While studies have indicated that optimized visual outcomes are found in patients treated continuously with short injection intervals, concerns have been raised as to whether intensified intravitreal treatment of nAMD with vascular endothelial growth factor (VEGF) inhibitors may result in systemic morbidity and mortality among vulnerable patients. While there have not been any definite safety concerns in registration trials, these are seldom powered to detect subtle signals. Patients in such trials are generally healthier than average population with nAMD, which is often frail and of high age.
While the eye is often regarded as an isolated immune privileged system, systemic exposure can be detected after intravitreal injection. In Denmark, aflibercept and ranibizumab are the two major VEGF inhibitors used to treat nAMD. In particular, aflibercept leads to a high systemic exposure (up to 37-fold higher than ranibizumab), with measurable suppressions of plasma free VEGF for more than seven days. As VEGF is a necessary signaling molecule that affects the body's vascularizing functions, continuous suppression in intensively treated patients may lead to systemic disease.
Clinical proof-of-concept for this theory has been provided in diabetic macular edema, which is another retinal disease treated by intravitreal VEGF-inhibitors. In a systematic review, Avery et al demonstrated a 3-fold higher risk of mortality in patients intensively treated with aflibercept or ranibizumab. However, we do not know, if these findings translate into patients with nAMD, and if they are representative for Danish patients. Likewise, it would be important for future guidelines to know if the potential risk of mortality and systemic morbidity is dose-response dependent, and if it differs between aflibercept and ranibizumab, as could be expected given the notable differences in systemic exposure for these two agents
WP2-A Register-based study
The register-based study will be completed as a matched cohort study, where we will use data from national registers to identify cases, outcome and covariates. We will use data from the Danish National Patient registers to identify cases. Cases will be defined as patients in Denmark who have been diagnosed with nAMD and have received intravitreal therapy for nAMD between 2010 and 2020. Index date will be defined as the date of the first intravitreal angiostatic therapy. Cases will be matched 1:10 by sex and birth year with controls. Outcome measures will be defined as death, cerebrovascular infarction, myocardial infarct, retinal artery and venous occlusion.
WP2-B Qualitative study
The findings from the register-based study in WP2-A, will guide the development of the interview guide for the planned qualitative study in WP2-B. If our register-based study indicates potential side effects because of the injection therapy, we will examine which side effect that the patients perceive as acceptable to maintain their recommended treatment and prevent loss of visual acuity. We expect to invite 30 patients with nAMD to participate in the semi-structured interviews
This study uses two sequential mixed methods designs. In WP1, we will use an exploratory sequential mixed methods design where the findings from interviews (WP1-A) will guide the questions included in the questionnaire (WP1-B). For WP2, we will use an explanatory sequential mixed method design where the findings from the register-based study (WP2-A) will guide the question that we ask the participants (WP2- B).

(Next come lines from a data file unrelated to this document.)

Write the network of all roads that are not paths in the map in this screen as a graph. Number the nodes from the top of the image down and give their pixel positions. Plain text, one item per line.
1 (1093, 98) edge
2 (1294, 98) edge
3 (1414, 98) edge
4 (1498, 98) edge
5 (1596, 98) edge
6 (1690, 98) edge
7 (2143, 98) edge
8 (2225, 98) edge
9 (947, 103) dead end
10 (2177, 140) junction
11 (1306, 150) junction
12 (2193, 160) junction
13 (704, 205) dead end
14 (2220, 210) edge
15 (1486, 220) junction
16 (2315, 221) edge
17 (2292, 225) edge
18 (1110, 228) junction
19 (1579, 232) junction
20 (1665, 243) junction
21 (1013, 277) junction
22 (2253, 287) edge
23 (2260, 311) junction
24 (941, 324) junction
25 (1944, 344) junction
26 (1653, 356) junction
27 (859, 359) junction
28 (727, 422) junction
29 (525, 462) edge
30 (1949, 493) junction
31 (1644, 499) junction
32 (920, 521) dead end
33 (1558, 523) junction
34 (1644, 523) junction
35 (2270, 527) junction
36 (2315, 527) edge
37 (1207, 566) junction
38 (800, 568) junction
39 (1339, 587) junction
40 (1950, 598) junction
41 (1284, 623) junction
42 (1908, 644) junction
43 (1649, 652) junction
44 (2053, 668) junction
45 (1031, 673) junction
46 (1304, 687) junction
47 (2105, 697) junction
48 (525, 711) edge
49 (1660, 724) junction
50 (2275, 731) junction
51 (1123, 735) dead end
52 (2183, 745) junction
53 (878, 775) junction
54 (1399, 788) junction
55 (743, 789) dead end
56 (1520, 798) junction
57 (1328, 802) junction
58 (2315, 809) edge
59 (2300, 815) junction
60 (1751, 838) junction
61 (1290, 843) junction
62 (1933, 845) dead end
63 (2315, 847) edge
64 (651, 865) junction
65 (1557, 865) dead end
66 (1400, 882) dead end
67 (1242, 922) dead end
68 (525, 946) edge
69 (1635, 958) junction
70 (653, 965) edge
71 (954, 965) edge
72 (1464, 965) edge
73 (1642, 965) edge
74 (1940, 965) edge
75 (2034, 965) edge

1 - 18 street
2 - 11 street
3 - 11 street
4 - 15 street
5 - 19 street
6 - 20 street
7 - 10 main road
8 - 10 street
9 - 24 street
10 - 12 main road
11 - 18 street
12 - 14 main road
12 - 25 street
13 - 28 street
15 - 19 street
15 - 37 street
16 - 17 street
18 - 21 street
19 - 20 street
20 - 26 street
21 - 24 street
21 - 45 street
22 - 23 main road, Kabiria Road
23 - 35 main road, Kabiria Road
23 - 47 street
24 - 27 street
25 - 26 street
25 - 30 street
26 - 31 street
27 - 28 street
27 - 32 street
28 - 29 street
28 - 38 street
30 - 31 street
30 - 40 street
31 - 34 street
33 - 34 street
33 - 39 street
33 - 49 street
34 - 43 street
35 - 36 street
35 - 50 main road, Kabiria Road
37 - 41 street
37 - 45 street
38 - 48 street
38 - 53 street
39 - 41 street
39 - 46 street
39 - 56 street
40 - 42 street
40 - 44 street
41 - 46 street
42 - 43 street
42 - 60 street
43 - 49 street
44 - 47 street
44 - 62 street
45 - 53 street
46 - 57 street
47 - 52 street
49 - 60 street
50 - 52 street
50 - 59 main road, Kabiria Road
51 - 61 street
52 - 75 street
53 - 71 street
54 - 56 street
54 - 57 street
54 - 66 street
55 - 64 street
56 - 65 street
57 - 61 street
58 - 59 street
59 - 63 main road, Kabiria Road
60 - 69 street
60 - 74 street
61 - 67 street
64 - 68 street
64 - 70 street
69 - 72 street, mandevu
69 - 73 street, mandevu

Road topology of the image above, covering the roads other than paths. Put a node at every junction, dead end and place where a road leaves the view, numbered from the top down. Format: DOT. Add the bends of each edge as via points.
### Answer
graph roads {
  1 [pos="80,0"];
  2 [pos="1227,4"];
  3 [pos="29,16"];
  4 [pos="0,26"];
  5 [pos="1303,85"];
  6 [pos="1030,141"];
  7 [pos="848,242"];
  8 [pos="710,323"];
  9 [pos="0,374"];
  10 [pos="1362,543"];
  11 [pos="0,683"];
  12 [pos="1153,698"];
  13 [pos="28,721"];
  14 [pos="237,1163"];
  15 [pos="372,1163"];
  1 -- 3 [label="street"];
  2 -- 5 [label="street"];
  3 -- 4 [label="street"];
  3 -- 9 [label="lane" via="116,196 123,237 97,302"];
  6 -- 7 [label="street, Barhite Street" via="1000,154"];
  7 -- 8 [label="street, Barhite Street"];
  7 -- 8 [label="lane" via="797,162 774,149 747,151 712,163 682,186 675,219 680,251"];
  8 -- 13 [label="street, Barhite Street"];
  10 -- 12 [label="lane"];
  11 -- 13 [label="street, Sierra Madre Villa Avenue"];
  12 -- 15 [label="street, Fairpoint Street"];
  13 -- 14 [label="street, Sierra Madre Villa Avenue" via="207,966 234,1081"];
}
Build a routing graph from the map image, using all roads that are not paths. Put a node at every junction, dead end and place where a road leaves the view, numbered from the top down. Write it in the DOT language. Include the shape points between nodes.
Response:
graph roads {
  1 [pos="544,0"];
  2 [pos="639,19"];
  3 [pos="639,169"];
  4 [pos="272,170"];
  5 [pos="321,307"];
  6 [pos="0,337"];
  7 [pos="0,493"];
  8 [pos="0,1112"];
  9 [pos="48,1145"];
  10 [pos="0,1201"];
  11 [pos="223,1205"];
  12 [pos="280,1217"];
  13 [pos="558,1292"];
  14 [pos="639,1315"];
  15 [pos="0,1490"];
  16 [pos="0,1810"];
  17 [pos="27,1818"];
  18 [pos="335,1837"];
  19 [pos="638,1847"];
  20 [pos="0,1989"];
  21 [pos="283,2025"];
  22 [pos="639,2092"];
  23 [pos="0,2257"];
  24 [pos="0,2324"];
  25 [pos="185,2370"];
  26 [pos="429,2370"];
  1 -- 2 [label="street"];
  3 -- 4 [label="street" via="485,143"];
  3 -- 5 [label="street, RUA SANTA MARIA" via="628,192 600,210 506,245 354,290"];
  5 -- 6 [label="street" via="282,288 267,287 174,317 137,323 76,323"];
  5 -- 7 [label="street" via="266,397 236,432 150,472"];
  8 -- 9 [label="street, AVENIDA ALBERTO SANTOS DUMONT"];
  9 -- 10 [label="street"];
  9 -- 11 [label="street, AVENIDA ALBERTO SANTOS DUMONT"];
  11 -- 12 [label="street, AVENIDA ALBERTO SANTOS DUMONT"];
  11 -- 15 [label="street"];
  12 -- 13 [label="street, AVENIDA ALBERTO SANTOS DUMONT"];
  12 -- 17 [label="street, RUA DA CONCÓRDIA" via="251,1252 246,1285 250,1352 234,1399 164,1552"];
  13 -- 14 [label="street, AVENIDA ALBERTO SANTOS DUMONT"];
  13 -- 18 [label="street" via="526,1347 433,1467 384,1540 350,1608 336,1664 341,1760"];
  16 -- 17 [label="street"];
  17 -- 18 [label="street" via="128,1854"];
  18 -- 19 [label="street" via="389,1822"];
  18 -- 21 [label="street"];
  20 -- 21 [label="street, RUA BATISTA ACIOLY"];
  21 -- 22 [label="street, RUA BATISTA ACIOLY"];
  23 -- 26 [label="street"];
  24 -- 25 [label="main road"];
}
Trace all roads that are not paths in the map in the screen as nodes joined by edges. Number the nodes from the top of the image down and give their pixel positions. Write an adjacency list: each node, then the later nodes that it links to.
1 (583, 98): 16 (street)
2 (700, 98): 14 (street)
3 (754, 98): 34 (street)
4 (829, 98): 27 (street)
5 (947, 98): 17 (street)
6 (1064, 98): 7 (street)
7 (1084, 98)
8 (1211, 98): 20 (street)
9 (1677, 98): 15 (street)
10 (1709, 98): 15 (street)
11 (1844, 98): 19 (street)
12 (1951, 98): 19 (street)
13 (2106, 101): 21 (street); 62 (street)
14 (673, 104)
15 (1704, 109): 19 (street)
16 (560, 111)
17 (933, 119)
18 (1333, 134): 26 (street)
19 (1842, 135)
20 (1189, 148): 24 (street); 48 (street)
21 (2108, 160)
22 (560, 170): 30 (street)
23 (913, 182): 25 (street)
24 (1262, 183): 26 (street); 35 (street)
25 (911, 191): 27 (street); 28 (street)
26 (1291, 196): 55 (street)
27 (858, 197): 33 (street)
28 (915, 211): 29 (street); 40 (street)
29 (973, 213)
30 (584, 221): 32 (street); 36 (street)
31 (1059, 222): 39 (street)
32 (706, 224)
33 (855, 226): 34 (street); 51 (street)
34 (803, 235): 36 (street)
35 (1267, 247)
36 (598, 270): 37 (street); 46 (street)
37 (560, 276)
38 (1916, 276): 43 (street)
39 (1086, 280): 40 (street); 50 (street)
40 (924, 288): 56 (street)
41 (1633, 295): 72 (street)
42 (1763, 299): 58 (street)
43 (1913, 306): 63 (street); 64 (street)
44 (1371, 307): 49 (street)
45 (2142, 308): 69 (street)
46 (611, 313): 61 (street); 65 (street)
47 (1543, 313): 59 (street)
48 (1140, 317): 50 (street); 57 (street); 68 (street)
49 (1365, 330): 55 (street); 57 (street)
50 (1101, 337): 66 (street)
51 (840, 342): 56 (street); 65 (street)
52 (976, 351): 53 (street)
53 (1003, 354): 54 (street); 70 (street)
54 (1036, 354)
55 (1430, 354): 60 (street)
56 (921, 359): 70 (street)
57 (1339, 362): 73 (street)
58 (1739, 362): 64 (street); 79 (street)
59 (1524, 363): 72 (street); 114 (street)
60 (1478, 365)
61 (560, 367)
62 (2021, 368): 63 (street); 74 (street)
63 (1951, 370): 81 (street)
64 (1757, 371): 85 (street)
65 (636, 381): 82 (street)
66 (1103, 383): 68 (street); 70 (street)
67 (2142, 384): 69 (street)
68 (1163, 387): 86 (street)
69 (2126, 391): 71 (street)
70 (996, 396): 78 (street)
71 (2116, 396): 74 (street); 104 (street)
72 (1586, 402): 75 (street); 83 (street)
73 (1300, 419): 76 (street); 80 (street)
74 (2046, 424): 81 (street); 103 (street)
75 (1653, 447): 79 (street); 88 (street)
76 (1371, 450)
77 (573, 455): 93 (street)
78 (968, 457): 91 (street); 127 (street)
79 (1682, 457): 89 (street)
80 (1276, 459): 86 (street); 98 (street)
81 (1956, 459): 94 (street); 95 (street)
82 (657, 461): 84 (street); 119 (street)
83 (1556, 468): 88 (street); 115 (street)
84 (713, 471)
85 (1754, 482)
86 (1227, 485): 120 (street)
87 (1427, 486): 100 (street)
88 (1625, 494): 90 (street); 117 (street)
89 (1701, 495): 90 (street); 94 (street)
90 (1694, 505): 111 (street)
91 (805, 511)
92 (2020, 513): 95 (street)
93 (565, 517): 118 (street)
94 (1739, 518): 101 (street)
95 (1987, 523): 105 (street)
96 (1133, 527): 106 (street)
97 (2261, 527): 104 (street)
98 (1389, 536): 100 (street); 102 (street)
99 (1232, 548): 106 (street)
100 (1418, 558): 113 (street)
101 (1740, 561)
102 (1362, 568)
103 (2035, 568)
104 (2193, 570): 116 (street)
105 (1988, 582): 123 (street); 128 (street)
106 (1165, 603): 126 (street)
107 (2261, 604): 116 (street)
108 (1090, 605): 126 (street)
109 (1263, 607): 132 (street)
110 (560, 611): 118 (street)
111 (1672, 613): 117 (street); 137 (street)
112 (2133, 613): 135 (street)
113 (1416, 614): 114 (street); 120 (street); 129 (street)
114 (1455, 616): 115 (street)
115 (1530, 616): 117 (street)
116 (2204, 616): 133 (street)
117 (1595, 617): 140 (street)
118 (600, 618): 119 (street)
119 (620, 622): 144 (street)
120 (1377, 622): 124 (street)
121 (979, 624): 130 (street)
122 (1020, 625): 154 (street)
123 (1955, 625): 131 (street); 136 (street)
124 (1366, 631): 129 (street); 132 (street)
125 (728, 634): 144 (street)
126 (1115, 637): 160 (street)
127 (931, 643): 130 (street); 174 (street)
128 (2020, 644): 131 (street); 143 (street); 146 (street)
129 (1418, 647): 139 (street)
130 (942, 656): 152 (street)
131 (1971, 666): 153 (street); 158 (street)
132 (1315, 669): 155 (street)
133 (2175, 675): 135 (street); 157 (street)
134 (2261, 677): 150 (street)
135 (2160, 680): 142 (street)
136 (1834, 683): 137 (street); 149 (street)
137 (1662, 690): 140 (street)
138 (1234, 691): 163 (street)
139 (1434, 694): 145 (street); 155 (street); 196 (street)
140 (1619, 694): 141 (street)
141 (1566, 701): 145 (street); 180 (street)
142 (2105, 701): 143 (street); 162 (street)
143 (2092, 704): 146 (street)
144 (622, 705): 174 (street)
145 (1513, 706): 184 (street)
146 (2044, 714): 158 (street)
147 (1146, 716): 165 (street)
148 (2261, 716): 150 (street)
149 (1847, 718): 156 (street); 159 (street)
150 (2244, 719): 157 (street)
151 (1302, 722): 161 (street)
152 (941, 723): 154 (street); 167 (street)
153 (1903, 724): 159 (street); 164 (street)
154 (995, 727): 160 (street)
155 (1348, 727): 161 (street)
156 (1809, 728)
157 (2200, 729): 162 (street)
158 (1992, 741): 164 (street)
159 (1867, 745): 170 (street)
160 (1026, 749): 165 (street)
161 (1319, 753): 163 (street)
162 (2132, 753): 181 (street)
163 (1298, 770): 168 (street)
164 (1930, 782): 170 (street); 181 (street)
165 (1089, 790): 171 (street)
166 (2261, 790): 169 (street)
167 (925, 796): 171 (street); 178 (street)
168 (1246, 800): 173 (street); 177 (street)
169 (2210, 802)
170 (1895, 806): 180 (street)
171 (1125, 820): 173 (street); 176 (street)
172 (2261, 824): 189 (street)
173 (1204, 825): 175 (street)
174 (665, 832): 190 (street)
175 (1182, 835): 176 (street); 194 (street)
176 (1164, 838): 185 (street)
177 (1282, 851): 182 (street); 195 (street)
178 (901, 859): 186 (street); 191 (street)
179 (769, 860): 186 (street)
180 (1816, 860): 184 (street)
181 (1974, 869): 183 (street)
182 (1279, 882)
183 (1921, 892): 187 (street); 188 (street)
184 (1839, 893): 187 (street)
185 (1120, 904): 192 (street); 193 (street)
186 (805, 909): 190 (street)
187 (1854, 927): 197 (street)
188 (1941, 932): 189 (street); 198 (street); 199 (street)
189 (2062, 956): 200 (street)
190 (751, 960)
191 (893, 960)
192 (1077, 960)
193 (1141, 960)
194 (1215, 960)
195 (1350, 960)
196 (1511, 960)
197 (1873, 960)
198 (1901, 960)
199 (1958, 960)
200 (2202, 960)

Analyses of the qualitative and quantitative data will be performed separately and integrated into mixed method analyses at the end of each WP. We will match up, merge and weave data together in joint displays (i.e. visual displays integrating qualitative and quantitative findings), 'data-fit' between qualitative and quantitative findings will be assessed as confirmation, expansion or discordance and meta-inferences concluded.